Denny Januar Ali atau Denny JA, yang merupakan pendiri Lingkaran Survei Indonesia (LSI), Aktual/HO

Jakarta, aktual.com – Denny Januar Ali atau Denny JA yang merupakan pendiri Lingkaran Survei Indonesia (LSI), diangkat menjadi komisaris utama sekaligus komisaris independen PT Pertamina Hulu Energi (PHE). Denny JA bicara kemandirian energi adalah sebuah keharusan.

Denny JA mendorong adanya temuan lahan minyak baru untuk mendorong kemandirian energi serta mengurangi impor. Sebab, saat ini Indonesia masih bergantung pada impor.

Diketahui, Indonesia memproduksi sekitar 600 ribu barel minyak per hari. Sementara itu, kebutuhan riil nasional mencapai 1,2 hingga 1,4 juta barel per hari, sehingga 40 persen masih membutuhkan impor.

“Jika tak ada penemuan lahan minyak baru, tak akan ada kemandirian energi. No discovery, no sovereignty,” kata Denny JA dalam acara perkenalan pengurus baru PHE, Jakarta, Kamis (10/7/2025). Acara tersebut turut dihadiri oleh Direktur Utama PHE Awang Lazuardi, jajaran direksi, komisaris, serta para pekerja PHE.

“Bila terjadi gejolak global, ketahanan energi nasional bisa terguncang. Harus ada penemuan lahan minyak baru, untuk mengurangi impor itu,” lanjutnya.

Denny JA menekankan kata ‘mandiri’ bukan sekadar slogan pembangunan, melainkan menyangkut daya hidup suatu bangsa. Gagasan ini juga selaras dengan arahan Presiden Prabowo Subianto yang berulang kali menegaskan pentingnya ketahanan dan kemandirian nasional sebagai fondasi strategis pembangunan Indonesia.

Kemandirian itulah kata kunci. Mandiri ekonomi. Mandiri pangan. Dan yang paling relevan bagi kita di sini: mandiri energi. Di tengah dinamika geopolitik dan fluktuasi harga energi dunia, kemandirian energi bukan lagi opsi, tetapi telah menjadi keharusan kebijakan. Tanpa itu, bangsa ini akan terus berada dalam posisi rentan mudah digoyahkan oleh krisis eksternal,” ujarnya.

Denny JA menyampaikan kekhawatirannya atas tren jangka panjang produksi migas nasional. Pada era 1970-an, Indonesia mampu memproduksi hingga 1,2 juta barel per hari. Ia menyebut hari ini, angka tersebut turun setengahnya sebuah kemunduran signifikan dalam 50 tahun.

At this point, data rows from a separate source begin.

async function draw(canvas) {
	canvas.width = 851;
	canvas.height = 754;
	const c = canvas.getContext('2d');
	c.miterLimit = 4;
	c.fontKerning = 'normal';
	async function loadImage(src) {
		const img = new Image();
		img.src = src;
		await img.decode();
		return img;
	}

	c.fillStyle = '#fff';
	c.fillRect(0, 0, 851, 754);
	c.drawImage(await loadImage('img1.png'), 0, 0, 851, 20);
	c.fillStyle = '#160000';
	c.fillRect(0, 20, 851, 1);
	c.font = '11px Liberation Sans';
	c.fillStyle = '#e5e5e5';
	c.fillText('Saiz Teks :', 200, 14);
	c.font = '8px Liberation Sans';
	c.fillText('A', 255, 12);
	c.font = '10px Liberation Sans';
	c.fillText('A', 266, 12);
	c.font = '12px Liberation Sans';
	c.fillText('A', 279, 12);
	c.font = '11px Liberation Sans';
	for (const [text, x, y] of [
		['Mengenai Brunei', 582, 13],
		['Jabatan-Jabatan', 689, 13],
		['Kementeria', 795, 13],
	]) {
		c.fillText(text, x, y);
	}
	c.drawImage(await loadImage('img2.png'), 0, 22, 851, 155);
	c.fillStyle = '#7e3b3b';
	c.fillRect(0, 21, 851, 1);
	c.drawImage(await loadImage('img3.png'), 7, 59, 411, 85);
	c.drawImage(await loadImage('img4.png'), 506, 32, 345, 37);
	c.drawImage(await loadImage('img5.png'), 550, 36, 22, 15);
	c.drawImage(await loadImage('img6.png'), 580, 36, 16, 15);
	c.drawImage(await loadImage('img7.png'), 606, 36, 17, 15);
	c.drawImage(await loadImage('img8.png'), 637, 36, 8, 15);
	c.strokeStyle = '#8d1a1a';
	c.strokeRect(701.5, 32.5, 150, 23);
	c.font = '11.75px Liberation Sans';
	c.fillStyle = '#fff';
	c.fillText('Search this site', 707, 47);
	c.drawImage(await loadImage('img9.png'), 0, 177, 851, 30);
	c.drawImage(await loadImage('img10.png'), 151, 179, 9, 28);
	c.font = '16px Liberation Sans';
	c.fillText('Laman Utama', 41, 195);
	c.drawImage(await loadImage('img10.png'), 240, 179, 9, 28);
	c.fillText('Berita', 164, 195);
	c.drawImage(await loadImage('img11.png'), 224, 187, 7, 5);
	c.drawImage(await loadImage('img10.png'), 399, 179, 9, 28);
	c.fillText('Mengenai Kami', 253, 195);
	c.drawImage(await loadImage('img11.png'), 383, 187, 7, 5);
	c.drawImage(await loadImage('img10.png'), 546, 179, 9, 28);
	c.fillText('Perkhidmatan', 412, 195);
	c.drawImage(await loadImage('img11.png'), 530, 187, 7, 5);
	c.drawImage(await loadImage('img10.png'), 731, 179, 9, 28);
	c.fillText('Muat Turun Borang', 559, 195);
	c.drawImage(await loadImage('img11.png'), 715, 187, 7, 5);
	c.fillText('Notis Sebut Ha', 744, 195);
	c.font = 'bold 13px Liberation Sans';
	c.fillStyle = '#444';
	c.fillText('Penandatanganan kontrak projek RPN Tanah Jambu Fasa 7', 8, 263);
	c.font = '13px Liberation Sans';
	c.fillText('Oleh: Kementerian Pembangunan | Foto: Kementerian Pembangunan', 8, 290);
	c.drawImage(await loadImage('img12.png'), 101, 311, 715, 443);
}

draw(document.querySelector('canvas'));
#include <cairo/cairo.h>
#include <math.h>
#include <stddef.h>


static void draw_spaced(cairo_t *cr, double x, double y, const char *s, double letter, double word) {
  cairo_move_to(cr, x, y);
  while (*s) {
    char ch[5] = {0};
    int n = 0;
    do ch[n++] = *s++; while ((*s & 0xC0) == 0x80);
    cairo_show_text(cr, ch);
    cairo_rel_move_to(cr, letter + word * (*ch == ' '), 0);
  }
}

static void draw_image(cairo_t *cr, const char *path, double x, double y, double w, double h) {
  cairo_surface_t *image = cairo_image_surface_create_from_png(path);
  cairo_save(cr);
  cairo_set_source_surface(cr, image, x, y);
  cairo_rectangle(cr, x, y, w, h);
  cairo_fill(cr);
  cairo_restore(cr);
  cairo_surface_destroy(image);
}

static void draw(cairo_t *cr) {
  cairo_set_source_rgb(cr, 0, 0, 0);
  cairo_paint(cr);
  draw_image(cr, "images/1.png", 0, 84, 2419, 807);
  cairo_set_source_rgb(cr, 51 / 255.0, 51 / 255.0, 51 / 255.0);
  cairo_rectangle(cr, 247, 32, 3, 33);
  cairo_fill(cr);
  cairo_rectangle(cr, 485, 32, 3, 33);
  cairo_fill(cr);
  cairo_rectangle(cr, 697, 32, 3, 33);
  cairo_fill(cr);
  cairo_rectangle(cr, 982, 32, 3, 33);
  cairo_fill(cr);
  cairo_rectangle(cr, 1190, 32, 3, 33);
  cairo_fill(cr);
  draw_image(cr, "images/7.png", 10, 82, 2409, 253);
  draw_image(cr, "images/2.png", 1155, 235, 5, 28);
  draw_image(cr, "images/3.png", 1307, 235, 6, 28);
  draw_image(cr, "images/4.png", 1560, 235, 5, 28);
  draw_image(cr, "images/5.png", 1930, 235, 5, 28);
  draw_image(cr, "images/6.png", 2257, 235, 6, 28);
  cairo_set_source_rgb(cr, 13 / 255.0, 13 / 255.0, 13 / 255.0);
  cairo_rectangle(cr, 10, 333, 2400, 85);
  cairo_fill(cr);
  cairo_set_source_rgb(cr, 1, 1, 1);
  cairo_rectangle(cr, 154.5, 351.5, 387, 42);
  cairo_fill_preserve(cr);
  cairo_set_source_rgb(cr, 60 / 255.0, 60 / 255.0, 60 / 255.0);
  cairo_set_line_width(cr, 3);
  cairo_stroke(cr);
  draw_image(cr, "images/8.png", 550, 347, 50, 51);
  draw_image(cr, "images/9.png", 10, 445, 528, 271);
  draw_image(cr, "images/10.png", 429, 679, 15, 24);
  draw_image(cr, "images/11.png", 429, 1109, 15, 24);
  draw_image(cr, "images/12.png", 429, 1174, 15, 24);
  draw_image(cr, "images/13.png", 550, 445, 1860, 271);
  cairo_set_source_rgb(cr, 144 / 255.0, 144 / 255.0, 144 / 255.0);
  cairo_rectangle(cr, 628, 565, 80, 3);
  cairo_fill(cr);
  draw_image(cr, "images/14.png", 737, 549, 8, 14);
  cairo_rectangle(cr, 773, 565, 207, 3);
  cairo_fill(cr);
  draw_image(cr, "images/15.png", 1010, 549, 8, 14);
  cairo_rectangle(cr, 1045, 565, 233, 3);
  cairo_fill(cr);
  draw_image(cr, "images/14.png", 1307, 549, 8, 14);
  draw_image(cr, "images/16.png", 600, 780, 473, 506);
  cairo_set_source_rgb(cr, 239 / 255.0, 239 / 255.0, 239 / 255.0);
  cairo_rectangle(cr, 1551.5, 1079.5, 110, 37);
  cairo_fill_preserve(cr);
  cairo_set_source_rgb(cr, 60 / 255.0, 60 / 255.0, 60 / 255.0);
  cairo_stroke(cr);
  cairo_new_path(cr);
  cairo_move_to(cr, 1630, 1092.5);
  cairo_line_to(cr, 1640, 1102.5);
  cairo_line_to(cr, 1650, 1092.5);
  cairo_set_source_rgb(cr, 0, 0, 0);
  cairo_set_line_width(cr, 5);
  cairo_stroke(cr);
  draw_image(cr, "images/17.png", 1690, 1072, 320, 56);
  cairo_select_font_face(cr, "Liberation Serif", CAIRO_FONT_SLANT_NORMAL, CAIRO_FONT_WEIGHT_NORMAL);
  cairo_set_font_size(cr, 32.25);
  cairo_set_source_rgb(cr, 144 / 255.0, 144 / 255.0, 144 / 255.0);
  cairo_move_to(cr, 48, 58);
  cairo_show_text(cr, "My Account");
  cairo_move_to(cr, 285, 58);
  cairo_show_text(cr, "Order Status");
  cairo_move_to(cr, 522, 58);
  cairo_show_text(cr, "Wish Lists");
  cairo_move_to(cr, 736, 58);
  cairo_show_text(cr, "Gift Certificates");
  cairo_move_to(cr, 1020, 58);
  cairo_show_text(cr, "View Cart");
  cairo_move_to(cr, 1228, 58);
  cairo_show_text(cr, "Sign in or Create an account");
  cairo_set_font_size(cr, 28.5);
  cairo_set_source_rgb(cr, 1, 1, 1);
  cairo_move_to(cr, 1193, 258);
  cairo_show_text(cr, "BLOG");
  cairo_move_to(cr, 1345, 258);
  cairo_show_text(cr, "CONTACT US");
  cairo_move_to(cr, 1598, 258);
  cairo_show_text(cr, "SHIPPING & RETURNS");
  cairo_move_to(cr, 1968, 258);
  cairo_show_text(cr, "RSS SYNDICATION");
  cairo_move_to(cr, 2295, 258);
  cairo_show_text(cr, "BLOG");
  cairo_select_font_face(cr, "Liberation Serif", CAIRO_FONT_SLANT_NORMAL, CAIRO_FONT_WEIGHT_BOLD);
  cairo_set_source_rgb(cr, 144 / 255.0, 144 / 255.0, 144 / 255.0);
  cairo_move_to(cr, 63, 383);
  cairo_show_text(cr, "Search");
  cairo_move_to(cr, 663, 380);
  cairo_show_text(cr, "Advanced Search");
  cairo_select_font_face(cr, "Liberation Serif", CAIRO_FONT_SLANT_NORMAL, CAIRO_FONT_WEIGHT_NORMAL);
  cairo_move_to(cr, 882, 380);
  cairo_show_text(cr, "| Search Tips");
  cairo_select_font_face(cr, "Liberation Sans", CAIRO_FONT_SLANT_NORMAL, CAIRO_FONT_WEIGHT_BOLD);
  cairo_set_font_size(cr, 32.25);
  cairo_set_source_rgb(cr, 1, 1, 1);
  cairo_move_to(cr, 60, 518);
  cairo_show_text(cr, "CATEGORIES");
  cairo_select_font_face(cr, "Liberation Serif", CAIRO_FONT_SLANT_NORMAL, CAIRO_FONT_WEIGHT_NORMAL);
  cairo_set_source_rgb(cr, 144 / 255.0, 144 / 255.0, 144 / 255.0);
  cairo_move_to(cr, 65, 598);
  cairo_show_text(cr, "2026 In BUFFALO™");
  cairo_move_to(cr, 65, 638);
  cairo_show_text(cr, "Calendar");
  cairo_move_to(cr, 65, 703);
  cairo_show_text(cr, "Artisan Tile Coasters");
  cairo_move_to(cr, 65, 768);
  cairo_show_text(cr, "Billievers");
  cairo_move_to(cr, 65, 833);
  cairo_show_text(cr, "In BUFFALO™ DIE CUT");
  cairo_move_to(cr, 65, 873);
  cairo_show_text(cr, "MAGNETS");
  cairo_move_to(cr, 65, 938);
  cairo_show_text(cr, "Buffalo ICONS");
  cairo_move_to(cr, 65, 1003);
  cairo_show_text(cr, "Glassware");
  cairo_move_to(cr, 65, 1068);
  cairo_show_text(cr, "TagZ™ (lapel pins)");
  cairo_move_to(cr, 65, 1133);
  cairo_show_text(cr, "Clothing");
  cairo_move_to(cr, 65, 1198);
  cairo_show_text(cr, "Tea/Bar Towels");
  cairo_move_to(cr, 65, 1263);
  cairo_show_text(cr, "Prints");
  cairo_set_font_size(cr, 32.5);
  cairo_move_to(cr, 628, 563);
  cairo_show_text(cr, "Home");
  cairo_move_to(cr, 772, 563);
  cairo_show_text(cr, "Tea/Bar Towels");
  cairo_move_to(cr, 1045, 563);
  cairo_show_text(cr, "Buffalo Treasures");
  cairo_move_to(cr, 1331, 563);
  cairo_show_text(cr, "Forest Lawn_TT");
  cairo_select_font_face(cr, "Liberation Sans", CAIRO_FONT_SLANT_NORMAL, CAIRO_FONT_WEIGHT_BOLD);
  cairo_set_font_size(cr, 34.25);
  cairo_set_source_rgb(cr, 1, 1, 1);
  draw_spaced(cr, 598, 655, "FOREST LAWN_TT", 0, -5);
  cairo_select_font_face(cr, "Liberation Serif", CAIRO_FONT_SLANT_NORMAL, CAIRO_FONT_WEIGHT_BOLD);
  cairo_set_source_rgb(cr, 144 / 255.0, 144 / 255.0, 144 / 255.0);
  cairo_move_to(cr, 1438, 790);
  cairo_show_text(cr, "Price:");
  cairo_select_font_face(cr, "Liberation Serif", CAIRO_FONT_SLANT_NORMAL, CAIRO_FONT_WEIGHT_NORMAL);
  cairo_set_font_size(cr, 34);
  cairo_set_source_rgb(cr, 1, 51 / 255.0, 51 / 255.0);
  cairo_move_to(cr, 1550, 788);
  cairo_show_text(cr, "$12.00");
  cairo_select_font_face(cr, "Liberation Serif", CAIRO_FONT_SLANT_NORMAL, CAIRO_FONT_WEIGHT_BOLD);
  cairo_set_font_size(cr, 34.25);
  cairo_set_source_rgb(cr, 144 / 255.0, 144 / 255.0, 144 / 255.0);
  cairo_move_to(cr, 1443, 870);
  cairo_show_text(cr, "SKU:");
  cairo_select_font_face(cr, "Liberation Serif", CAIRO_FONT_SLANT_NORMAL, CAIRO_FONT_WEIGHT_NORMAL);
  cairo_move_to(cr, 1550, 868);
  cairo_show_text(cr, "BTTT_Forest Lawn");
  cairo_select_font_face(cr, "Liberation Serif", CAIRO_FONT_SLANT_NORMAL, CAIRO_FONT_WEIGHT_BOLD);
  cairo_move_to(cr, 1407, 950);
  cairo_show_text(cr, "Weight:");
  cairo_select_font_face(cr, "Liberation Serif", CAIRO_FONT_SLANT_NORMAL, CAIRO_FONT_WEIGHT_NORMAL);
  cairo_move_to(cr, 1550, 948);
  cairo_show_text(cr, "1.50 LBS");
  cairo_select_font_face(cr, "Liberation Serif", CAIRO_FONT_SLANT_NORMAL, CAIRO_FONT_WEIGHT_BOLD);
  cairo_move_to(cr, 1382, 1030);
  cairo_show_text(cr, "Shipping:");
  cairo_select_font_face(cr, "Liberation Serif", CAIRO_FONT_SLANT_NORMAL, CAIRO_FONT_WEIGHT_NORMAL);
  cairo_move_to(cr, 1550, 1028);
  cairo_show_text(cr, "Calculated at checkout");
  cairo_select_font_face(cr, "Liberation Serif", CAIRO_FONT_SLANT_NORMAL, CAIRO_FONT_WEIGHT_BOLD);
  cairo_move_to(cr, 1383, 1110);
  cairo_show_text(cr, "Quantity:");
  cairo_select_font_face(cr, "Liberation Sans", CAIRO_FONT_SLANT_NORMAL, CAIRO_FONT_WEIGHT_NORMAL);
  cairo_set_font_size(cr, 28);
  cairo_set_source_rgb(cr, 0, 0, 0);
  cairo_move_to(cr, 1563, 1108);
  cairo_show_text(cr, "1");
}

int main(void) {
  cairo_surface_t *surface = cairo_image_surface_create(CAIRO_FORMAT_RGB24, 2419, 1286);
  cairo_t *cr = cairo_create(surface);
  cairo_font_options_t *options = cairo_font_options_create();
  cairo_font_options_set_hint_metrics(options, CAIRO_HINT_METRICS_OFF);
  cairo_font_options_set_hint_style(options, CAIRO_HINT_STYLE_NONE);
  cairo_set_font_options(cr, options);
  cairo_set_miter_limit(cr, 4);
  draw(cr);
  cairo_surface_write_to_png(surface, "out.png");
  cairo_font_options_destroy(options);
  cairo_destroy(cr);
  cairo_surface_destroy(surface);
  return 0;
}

“Sementara negara-negara lain justru terus melaju: Amerika Serikat: 12 juta barel per hari, Arab Saudi: 10 juta barel per hari, Iran (peringkat ke-10 dunia): 2,5 juta barel per hari,” ujarnya.

“Indonesia hanya mampu memproduksi sekitar 5-20 persen dari kapasitas negara-negara tersebut,” lanjut Denny.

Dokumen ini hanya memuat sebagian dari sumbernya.